I trucchi per una (quasi) eterna giovinezza
La domanda che si pone a questo punto è se – oltre ai geni – ci sono “trucchi” per rimanere più giovani e più sani possibile…
«Il punto è attivare la mente – suggerisce Barzilai –. Forse puoi avere l’opportunità di farlo perché possiedi i geni e non perché lo fai per mantenere viva la mente. Tuttavia penso che entrambe le cose siano vere in una certa misura».
Infine, ma su questo non avevamo dubbi, ottimismo, entusiasmo e la voglia di vivere sono fondamentali. Barzilai ha catalogato i centenari con cui ha interagito come generalmente «positivi, grati ed estroversi». Anche se, è un errore presumere che queste qualità durino per tutta la vita. Infatti, con l’età possono verificarsi cambiamenti significativi, dalla perdita del coniuge al passaggio alla vita assistita. E, ha sottolineato il professore, la scienza ha smentito la convinzione che la personalità rimanga costante dopo i 70 anni.

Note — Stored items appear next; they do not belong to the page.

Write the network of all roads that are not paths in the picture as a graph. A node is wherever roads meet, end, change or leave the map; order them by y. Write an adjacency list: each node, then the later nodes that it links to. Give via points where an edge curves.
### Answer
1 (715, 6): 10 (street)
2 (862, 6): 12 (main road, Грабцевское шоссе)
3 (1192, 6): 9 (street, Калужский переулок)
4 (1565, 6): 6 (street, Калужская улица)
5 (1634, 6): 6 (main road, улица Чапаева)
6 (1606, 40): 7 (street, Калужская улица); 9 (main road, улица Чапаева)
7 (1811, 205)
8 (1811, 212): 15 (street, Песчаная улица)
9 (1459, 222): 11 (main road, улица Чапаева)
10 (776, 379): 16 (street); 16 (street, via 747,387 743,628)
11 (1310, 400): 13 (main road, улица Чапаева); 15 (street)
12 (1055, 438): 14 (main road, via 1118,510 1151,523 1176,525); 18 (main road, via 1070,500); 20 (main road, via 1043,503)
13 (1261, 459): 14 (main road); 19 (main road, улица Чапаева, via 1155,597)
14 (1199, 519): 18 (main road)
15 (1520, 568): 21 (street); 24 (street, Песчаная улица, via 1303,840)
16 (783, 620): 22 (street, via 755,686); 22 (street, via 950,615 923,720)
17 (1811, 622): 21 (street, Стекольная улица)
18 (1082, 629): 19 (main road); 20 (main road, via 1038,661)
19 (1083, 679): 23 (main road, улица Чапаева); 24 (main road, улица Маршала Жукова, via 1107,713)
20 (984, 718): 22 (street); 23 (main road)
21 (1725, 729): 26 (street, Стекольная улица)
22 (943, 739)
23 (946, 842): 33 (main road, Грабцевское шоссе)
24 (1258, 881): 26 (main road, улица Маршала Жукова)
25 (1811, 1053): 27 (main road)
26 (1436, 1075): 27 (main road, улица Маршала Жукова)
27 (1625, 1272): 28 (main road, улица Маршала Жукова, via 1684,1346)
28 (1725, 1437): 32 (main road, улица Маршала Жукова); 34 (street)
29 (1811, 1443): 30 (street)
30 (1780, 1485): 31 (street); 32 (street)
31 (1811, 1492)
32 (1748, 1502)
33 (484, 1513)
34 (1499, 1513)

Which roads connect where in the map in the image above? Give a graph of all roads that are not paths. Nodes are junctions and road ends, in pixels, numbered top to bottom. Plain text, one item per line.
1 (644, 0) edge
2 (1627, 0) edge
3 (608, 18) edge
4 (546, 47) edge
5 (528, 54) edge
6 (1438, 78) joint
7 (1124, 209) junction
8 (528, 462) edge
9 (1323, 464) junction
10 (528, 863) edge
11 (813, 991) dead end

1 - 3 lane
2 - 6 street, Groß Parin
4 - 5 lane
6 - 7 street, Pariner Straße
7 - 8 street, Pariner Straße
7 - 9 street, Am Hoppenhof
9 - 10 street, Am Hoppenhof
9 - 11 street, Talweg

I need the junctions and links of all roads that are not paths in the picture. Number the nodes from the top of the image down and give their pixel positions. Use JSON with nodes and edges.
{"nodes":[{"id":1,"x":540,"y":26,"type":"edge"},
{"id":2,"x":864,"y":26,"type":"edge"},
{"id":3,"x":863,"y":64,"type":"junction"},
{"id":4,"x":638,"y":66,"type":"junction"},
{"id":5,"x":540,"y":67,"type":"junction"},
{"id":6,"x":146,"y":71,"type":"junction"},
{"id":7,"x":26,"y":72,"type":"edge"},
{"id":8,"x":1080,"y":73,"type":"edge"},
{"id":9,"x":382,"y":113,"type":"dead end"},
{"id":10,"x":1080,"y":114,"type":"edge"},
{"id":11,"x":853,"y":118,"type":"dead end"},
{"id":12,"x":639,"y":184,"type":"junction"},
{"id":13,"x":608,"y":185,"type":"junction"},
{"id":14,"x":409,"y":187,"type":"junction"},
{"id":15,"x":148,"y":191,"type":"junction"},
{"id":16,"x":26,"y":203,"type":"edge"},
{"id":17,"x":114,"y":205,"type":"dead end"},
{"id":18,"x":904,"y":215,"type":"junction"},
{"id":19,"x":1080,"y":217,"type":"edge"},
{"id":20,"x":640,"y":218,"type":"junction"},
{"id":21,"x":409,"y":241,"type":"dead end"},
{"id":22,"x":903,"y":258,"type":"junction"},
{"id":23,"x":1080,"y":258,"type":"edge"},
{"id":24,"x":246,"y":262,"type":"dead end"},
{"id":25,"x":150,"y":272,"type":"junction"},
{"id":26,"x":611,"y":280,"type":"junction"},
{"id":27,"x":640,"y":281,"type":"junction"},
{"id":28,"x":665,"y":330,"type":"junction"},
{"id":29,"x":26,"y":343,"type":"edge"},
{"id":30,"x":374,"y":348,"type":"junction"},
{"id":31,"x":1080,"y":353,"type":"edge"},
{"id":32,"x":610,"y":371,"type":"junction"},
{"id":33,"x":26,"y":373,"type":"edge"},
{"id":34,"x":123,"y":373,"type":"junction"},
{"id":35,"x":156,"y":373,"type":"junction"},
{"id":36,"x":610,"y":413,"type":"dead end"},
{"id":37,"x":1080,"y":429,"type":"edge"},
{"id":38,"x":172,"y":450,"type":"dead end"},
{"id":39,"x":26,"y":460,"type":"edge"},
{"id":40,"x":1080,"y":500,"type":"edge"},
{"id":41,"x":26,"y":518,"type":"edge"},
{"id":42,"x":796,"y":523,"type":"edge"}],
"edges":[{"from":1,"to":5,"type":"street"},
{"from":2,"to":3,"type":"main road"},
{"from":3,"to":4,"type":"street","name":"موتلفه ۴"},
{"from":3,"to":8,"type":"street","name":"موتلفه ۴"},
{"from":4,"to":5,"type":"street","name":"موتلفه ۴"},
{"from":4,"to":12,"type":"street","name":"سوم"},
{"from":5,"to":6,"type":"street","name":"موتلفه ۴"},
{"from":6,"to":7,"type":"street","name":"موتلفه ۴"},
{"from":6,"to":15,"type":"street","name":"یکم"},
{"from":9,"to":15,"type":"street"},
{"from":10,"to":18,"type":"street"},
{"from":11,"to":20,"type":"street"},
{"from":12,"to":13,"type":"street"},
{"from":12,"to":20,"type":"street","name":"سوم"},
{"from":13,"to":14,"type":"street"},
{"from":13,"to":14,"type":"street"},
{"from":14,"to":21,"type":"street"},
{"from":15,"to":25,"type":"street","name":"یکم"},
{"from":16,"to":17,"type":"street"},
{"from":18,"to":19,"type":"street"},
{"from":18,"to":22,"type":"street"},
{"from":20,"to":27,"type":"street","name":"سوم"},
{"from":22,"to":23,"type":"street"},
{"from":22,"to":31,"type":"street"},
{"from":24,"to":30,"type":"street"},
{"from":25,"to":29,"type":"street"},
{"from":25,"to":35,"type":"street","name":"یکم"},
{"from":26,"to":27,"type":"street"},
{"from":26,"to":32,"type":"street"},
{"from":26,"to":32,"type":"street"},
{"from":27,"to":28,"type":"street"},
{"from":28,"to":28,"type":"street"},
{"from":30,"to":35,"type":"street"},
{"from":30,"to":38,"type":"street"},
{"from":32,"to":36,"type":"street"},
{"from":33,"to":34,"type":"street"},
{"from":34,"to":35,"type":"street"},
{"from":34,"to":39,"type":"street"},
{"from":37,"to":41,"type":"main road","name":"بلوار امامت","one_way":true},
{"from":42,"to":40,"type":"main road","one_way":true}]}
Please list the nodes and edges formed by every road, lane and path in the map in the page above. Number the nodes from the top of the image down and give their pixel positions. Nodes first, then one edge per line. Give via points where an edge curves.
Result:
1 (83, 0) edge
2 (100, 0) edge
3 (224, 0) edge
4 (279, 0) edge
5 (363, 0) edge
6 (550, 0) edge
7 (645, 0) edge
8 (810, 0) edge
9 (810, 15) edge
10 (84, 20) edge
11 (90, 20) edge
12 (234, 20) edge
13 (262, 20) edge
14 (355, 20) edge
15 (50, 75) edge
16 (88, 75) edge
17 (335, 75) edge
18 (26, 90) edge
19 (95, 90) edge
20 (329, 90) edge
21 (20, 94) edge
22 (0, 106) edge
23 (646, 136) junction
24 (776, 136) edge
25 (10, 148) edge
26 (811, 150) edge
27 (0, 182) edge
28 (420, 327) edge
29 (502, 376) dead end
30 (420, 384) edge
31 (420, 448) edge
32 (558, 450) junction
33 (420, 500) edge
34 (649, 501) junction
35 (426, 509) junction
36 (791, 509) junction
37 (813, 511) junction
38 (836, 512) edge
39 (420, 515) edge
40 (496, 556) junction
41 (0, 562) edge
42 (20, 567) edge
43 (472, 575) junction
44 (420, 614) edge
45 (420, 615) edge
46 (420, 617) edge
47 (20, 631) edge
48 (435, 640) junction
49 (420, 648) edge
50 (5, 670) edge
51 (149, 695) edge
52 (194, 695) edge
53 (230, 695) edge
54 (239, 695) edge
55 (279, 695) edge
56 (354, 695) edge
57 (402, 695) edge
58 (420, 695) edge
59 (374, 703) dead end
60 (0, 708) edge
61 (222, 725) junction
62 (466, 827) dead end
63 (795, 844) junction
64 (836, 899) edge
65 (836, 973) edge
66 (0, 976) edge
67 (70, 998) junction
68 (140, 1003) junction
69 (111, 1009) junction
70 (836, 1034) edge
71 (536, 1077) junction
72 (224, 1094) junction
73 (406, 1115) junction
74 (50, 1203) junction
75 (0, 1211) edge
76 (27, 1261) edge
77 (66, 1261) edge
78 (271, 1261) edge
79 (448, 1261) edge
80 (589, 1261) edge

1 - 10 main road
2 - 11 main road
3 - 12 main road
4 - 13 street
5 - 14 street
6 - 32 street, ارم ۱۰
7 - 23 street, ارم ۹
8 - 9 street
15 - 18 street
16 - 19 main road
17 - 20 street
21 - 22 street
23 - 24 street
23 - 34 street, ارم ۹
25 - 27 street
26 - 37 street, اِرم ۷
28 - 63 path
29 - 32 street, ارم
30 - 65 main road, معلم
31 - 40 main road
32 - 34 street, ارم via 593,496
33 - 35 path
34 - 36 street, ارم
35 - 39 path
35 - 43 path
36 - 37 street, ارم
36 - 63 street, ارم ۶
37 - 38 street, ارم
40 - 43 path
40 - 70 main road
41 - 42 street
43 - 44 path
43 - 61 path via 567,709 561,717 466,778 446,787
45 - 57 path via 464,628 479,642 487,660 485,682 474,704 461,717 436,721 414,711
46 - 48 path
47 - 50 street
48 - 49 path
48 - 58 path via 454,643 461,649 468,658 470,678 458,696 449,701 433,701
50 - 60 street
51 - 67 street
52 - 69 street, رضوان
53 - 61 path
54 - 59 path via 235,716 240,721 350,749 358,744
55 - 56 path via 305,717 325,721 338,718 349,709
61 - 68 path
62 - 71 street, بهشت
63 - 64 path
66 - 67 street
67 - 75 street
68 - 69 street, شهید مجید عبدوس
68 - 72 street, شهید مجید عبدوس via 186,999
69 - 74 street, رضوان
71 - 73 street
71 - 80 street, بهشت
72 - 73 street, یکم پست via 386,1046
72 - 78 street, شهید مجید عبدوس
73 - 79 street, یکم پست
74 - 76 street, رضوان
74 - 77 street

Per concludere, Barzilai ha notato l’errata percezione che i centenari debbano la loro longevità alle abitudini sane. «La risposta è no – ha dichiarato –. Sono molto simili alle cattive abitudini della popolazione». Tuttavia, ha aggiunto, i centenari hanno «geni che li proteggono dalle cattive abitudini». Per la popolazione in generale, fare esercizio, mangiare bene ed evitare alcol e tabacco non sono precauzioni fini a se stesse. Piuttosto, la maggior parte delle persone ha bisogno di adottare uno stile di vita sano perché «è improbabile che abbiamo i geni che proteggono la vita da tutte queste cattive abitudini». Alla domanda sul ruolo della genetica nell’invecchiamento avanzato, Barzilai ha precisato che la genetica è «forte» nei centenari, ma ha aggiunto che questo non è l’unico fattore per vivere a lungo.
C’è solo da chiedersi – senza nulla togliere a queste importantissime ricerche – quali saranno i costi delle cure pro-longevità alle quali, presumibilmente, potrà accedere solo o soprattutto un gruppo molto ristretto di privilegiati.